What is your next book project?
I have been interested in the evangelical long poem’s relationship to settler colonialism for some time, but I cut it from the book early on because it was too much to take on at the time. I am excited to take that direction back up. The other book project emerged as I was researching manuscript poetry and found more women engaged with Phillis Wheatley’s poetry.
There isn’t a concise book that gives general readers and students a comprehensive feel for the poetic worlds in which Wheatley wrote; that’s what I want to write. I was awarded a New England Regional Fellowship Consortium grant for these two projects that enabled me to travel to seven libraries during 2018-2019 – luckily before Covid hit, so I already have primary materials to keep me busy at home.
Now, if I can figure out how to teach my university courses, teach my school age children, direct our undergrad studies, and stay somewhat sane, I might get to it.
Do you ever get mistaken for Wendy Roberts, author of paranormal murder mysteries? (Photo left, 'the other Wendy Roberts.')

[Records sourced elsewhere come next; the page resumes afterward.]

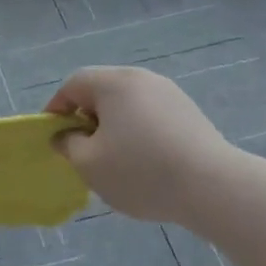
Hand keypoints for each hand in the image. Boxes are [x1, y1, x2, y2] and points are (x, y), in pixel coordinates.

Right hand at [46, 66, 232, 224]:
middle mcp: (142, 79)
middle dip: (86, 118)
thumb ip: (69, 145)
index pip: (74, 84)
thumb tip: (66, 135)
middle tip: (81, 149)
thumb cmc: (140, 171)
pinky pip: (151, 116)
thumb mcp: (89, 164)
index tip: (52, 135)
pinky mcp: (190, 113)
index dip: (56, 107)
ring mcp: (170, 94)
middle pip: (102, 91)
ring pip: (128, 105)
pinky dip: (138, 132)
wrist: (213, 186)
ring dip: (113, 126)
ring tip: (113, 160)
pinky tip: (144, 163)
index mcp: (114, 83)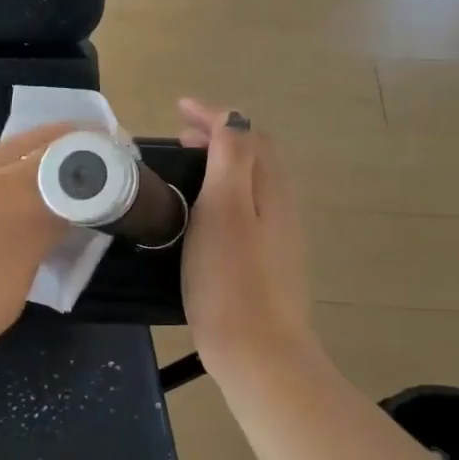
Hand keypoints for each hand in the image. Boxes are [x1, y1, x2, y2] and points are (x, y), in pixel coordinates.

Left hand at [0, 124, 73, 371]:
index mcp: (17, 204)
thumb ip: (34, 248)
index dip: (97, 161)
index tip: (114, 161)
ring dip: (25, 158)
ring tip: (40, 177)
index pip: (70, 166)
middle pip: (35, 143)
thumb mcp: (12, 291)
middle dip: (68, 143)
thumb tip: (43, 230)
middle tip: (90, 150)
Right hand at [177, 99, 319, 380]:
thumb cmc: (231, 278)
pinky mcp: (264, 260)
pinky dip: (222, 190)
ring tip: (186, 166)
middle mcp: (279, 205)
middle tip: (179, 136)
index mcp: (270, 188)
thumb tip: (233, 119)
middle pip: (254, 154)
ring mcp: (275, 235)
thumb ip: (231, 159)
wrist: (257, 351)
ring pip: (250, 181)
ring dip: (220, 162)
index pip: (246, 133)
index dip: (214, 115)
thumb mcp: (225, 209)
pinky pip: (246, 206)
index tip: (178, 108)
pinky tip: (199, 211)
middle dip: (219, 134)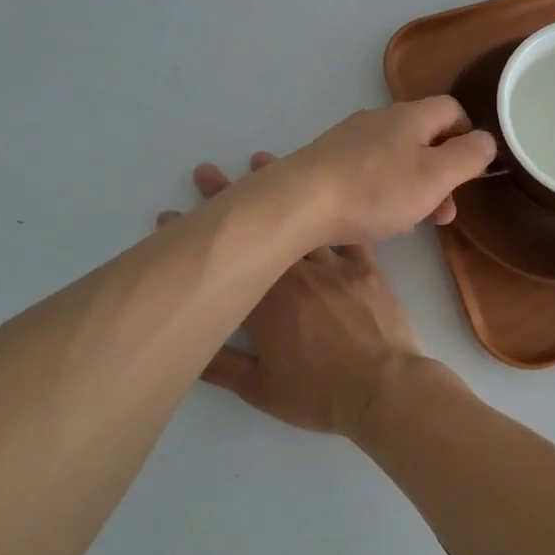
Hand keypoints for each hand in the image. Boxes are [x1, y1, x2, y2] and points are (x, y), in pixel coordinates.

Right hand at [160, 154, 438, 438]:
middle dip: (228, 199)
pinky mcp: (366, 267)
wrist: (384, 388)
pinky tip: (328, 190)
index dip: (194, 238)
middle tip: (205, 173)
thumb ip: (220, 367)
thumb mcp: (260, 389)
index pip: (225, 261)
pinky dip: (334, 210)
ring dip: (280, 191)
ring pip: (302, 220)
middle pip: (259, 230)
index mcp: (265, 302)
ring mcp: (333, 265)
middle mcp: (295, 273)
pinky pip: (347, 232)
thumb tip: (186, 343)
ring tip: (259, 161)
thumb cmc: (318, 392)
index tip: (170, 217)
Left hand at [278, 98, 496, 246]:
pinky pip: (367, 171)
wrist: (300, 201)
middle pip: (422, 137)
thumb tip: (485, 140)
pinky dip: (381, 192)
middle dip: (440, 174)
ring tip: (411, 223)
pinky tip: (375, 219)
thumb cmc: (376, 190)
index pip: (451, 109)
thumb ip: (468, 156)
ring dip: (412, 188)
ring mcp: (349, 138)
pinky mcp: (327, 160)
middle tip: (444, 213)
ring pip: (395, 158)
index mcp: (409, 116)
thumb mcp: (435, 176)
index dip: (468, 135)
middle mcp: (379, 119)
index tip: (470, 170)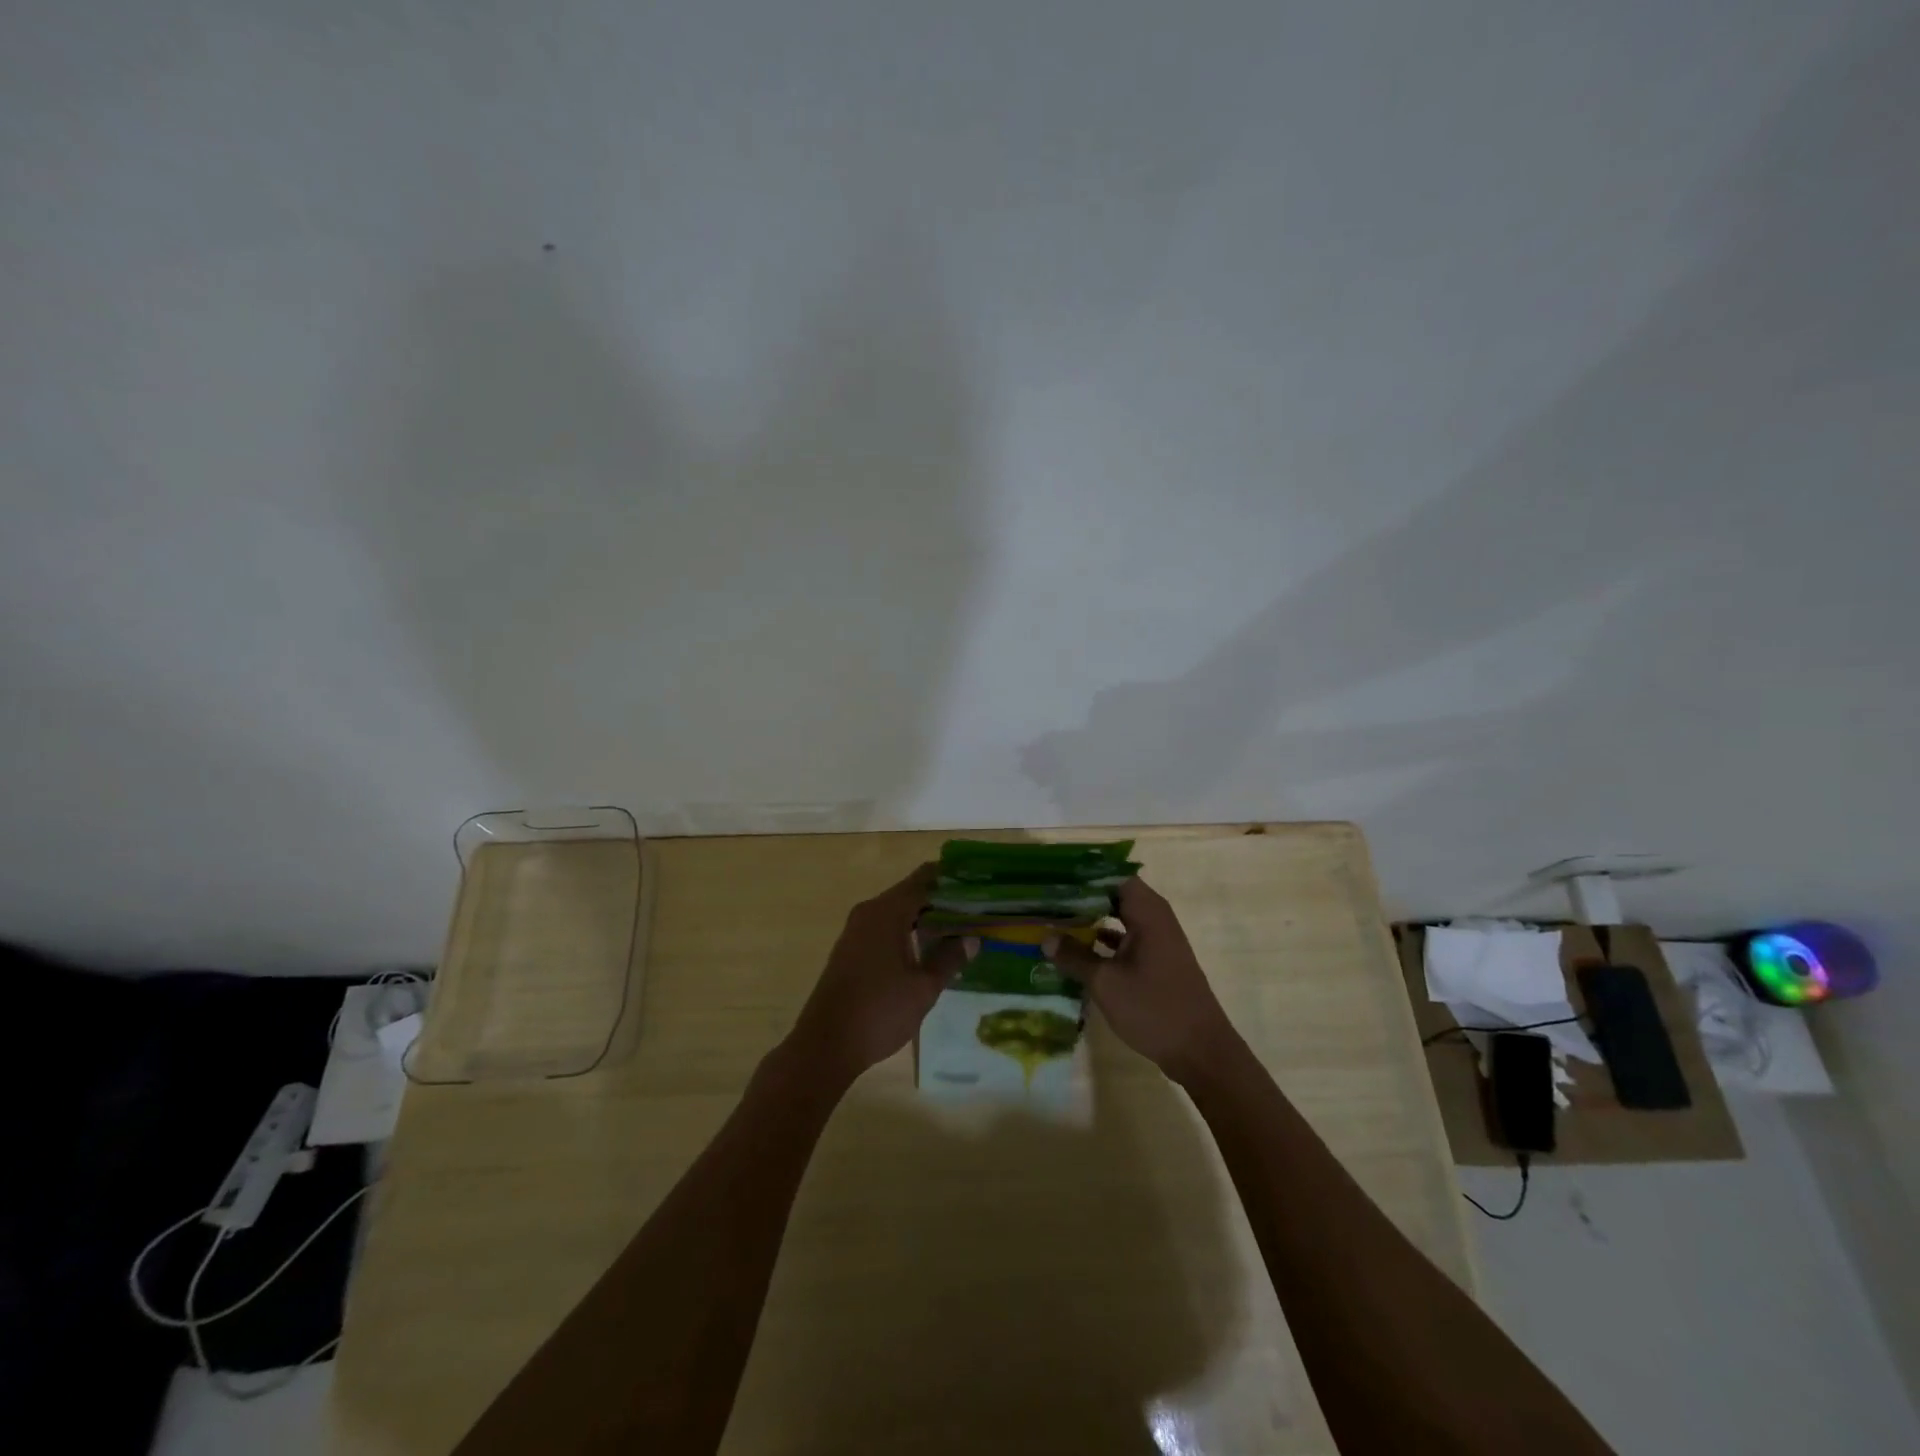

Not that I know of, but that would be great!
With students returning to campus soon for the fall semester, what advice would you give them for their physical and mental health in these uncertain times?
Wow. That’s a hard question. I think opening colleges to in-person learning is a mistake. I think that there should have been a greater priority in our state on reopening pre-K through elementary school. Those are the students that do the worst remotely. Everyone else should stay home, and we should prioritize our young learners (and free up parents to work, as well). But that’s a lost fight now.
So, if you are on campus, protect yourself at all times and find ways to relax that are safe. It really is necessary to think of yourself as a member of a community; nothing you do it just about you anymore (if it ever was).